I heard "près" (which seemed logical enough) in place of "prêts"; is there a difference in pronunciation between the two?
Nope there is unfortunately no difference between "è", "ê" and "e" followed by a double consonant.
You can't finish a sentence in french on a preposition, if it was to be PRES, it would have to have ended like: ils aurions été près de nous.
But also no reason why it couldn't have been - "We could have been near/close." Yes?
When the noun is masculine, they are identical in sound but when the noun is feminine, prêt becomes prête and then you pronounce the T at the end.
I might be crazy but I think when people speak this there is about 1/3 of a T at the end.
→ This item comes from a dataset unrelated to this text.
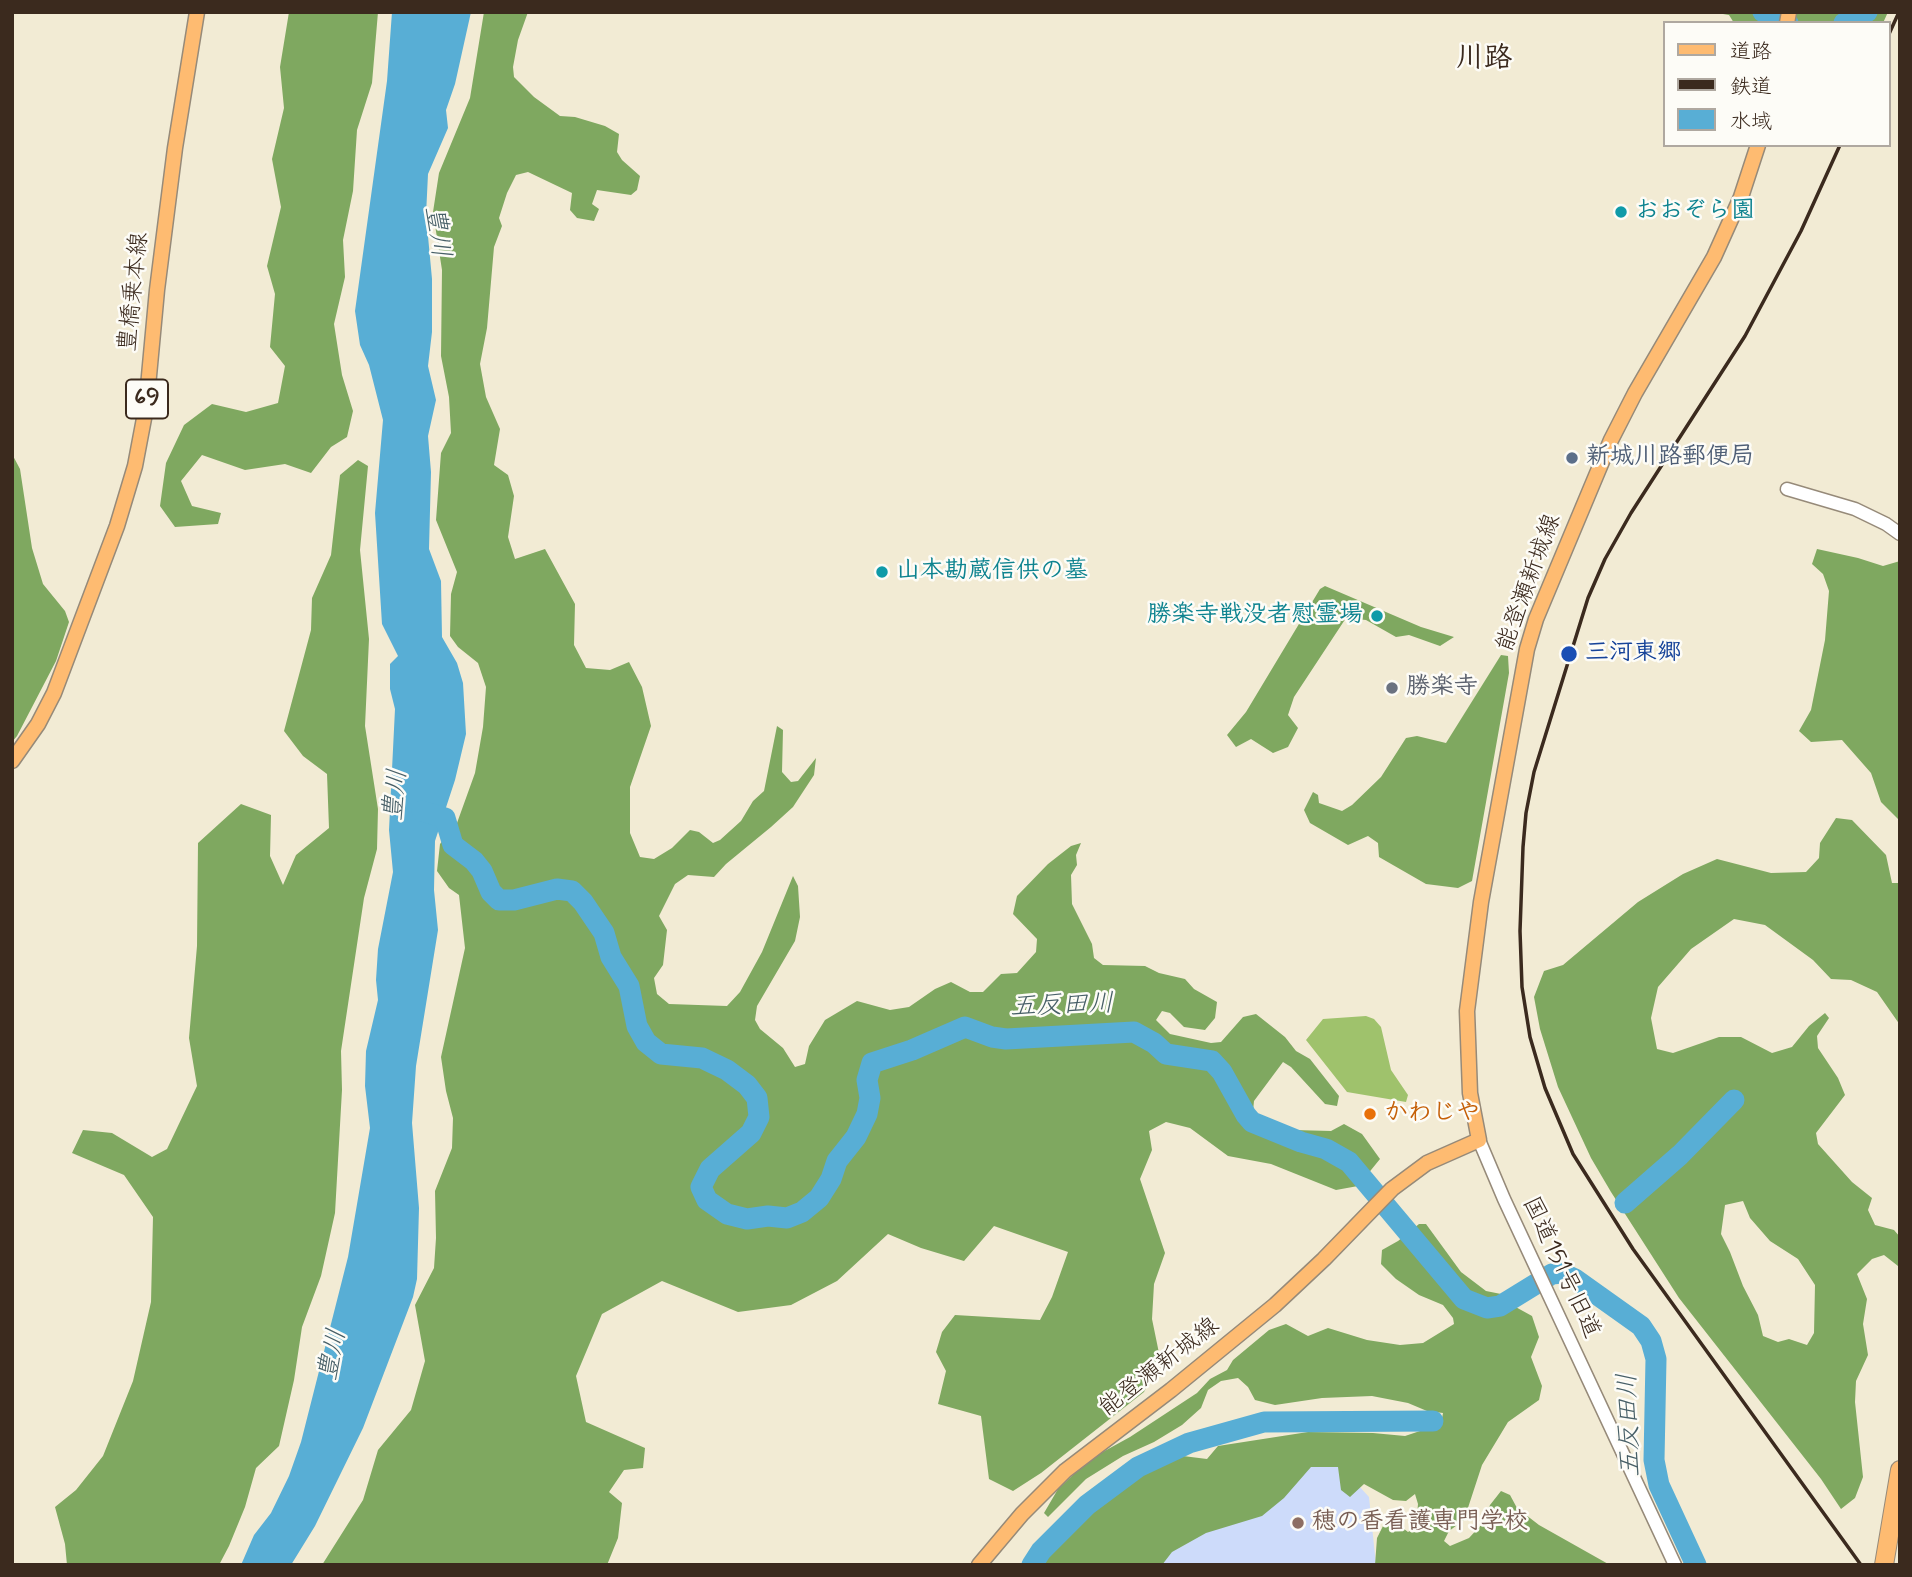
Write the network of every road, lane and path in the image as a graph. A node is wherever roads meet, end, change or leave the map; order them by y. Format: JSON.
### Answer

It might be geographical (Québec) though. also I think the vowel is slightly different. the è being a little farther back in the mouth ( not that that's easy to hear)
plus the "près" would be "proche" would it not?
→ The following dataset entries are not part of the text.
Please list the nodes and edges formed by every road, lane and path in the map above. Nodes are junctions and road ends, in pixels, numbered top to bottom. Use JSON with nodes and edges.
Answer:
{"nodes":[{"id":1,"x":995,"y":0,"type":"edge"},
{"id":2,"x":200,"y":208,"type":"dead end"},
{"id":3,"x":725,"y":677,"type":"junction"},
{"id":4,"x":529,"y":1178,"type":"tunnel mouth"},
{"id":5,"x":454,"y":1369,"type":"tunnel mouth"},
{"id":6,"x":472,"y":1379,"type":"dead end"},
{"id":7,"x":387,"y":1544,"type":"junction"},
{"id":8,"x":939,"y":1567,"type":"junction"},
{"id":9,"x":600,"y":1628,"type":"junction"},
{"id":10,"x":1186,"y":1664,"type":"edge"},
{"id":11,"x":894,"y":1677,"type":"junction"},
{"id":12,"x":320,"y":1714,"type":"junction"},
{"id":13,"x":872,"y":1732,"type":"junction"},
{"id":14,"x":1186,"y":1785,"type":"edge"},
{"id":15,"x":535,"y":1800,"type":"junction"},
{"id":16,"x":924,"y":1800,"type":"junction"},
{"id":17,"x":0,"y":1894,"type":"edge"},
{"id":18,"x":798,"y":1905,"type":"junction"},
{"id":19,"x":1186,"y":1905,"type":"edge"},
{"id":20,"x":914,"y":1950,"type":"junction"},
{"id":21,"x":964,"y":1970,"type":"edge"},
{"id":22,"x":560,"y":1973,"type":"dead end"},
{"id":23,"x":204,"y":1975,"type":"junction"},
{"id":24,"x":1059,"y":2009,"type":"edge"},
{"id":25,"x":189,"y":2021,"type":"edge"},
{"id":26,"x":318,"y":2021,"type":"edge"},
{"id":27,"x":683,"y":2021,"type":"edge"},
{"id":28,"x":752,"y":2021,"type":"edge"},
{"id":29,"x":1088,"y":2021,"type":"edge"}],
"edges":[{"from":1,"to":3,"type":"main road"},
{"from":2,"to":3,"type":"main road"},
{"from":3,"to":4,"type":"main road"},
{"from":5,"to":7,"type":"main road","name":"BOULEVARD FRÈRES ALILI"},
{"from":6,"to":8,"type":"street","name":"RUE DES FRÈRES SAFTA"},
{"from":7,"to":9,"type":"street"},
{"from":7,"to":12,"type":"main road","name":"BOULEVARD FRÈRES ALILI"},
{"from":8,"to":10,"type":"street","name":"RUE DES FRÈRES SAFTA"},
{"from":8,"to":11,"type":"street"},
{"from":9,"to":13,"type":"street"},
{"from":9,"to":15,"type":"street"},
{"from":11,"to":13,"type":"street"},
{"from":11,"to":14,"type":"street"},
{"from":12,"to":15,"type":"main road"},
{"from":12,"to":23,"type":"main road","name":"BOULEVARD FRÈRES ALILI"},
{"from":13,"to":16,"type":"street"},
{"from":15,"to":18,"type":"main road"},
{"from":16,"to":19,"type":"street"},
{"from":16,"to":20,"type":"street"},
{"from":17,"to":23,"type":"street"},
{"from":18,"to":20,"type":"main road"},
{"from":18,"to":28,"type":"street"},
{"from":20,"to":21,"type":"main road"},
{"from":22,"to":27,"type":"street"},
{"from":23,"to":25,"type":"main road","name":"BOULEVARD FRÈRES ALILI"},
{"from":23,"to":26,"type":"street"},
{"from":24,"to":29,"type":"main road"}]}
I think you're right it's regional, in Québec the pronunciation is very different (even the vocabulary is) than in France and they might pronounce the T. But done in France there would be a confusion, as "prêT" sounds too much like "prête", wich is feminine for "prêt".
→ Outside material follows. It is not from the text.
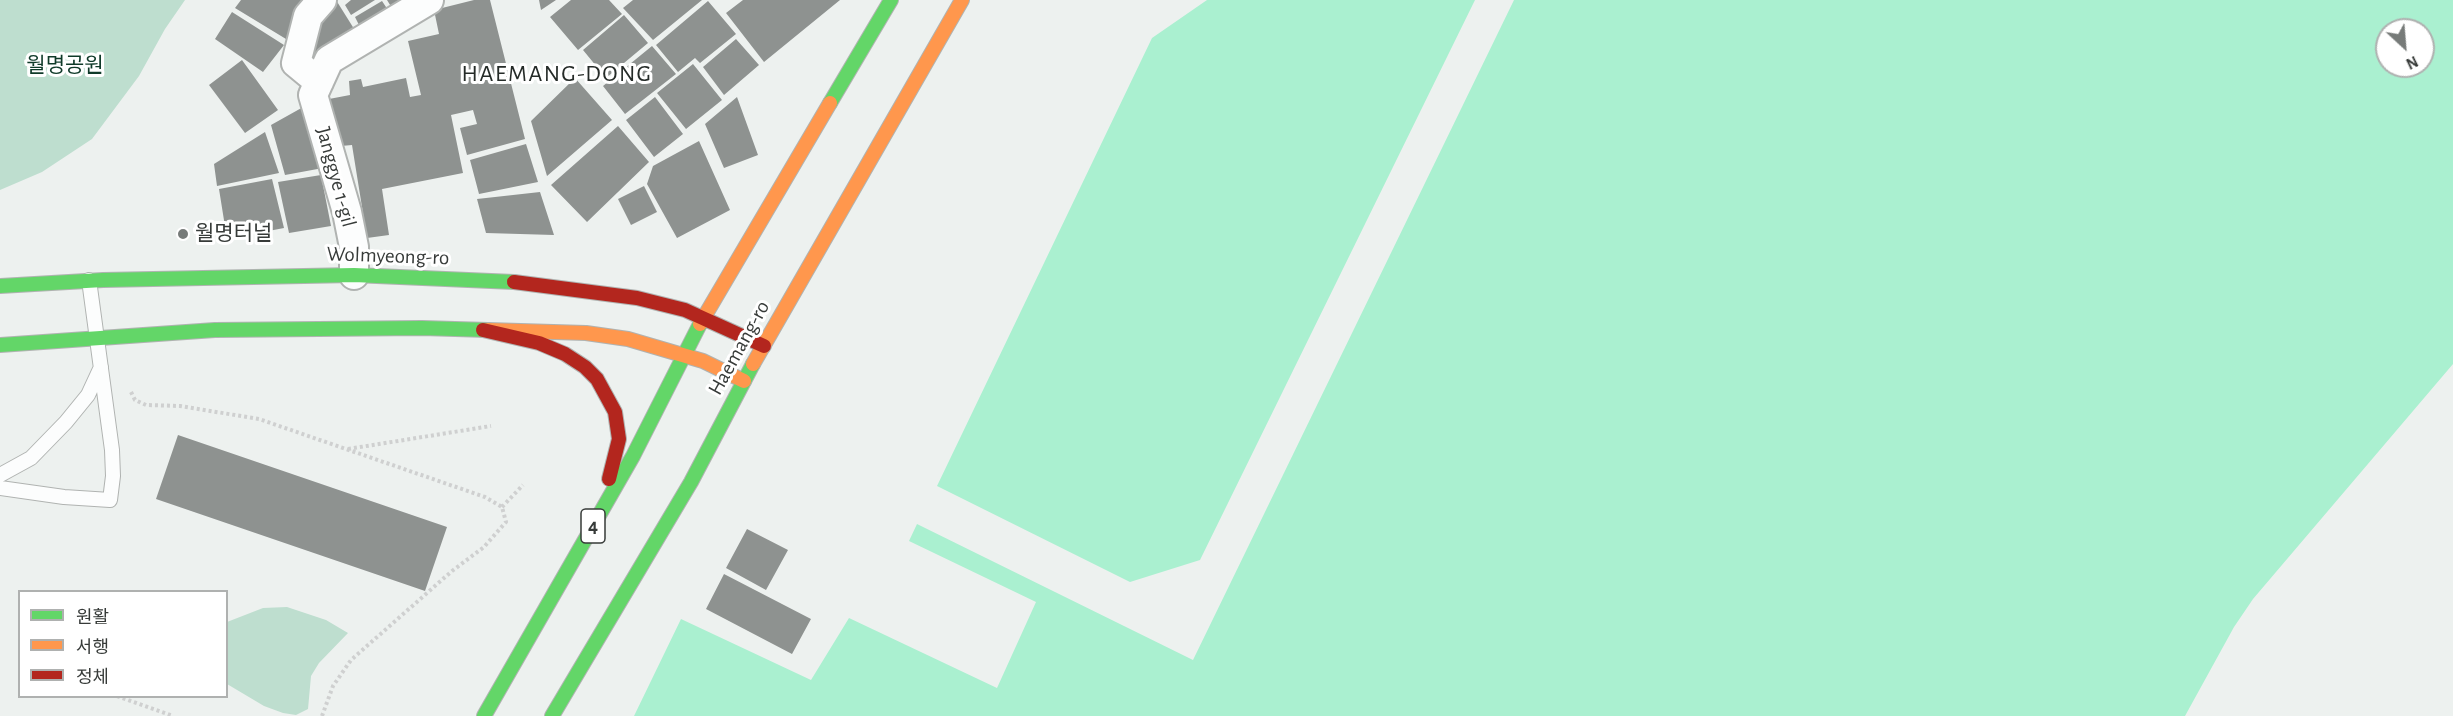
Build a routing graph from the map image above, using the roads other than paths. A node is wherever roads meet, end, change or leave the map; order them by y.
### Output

According to Wikipedia, the opposite is true for Québec French pronunciation: The t is not even pronounced in words such as correct, reste, ministre(!), texte.
As you are no doubt exposed to a lot of European French, this might create an equivalence in your mind between the pronunciations with and without t, so that you hear the t even when it is not spoken. These equivalences operate on a very low level and are unconscious. (They are also to blame when English r and French j are very different sounds to us, whereas in fact they are extremely close and the Chinese sound written r in Pinyin is somewhere in between and sounds sometimes like the one to us and sometimes like the other.)
What I hear, here in Canada, is almost a glottal stop after the vowel, the "è" is chopped quite short without the "t" actually being pronounced at all.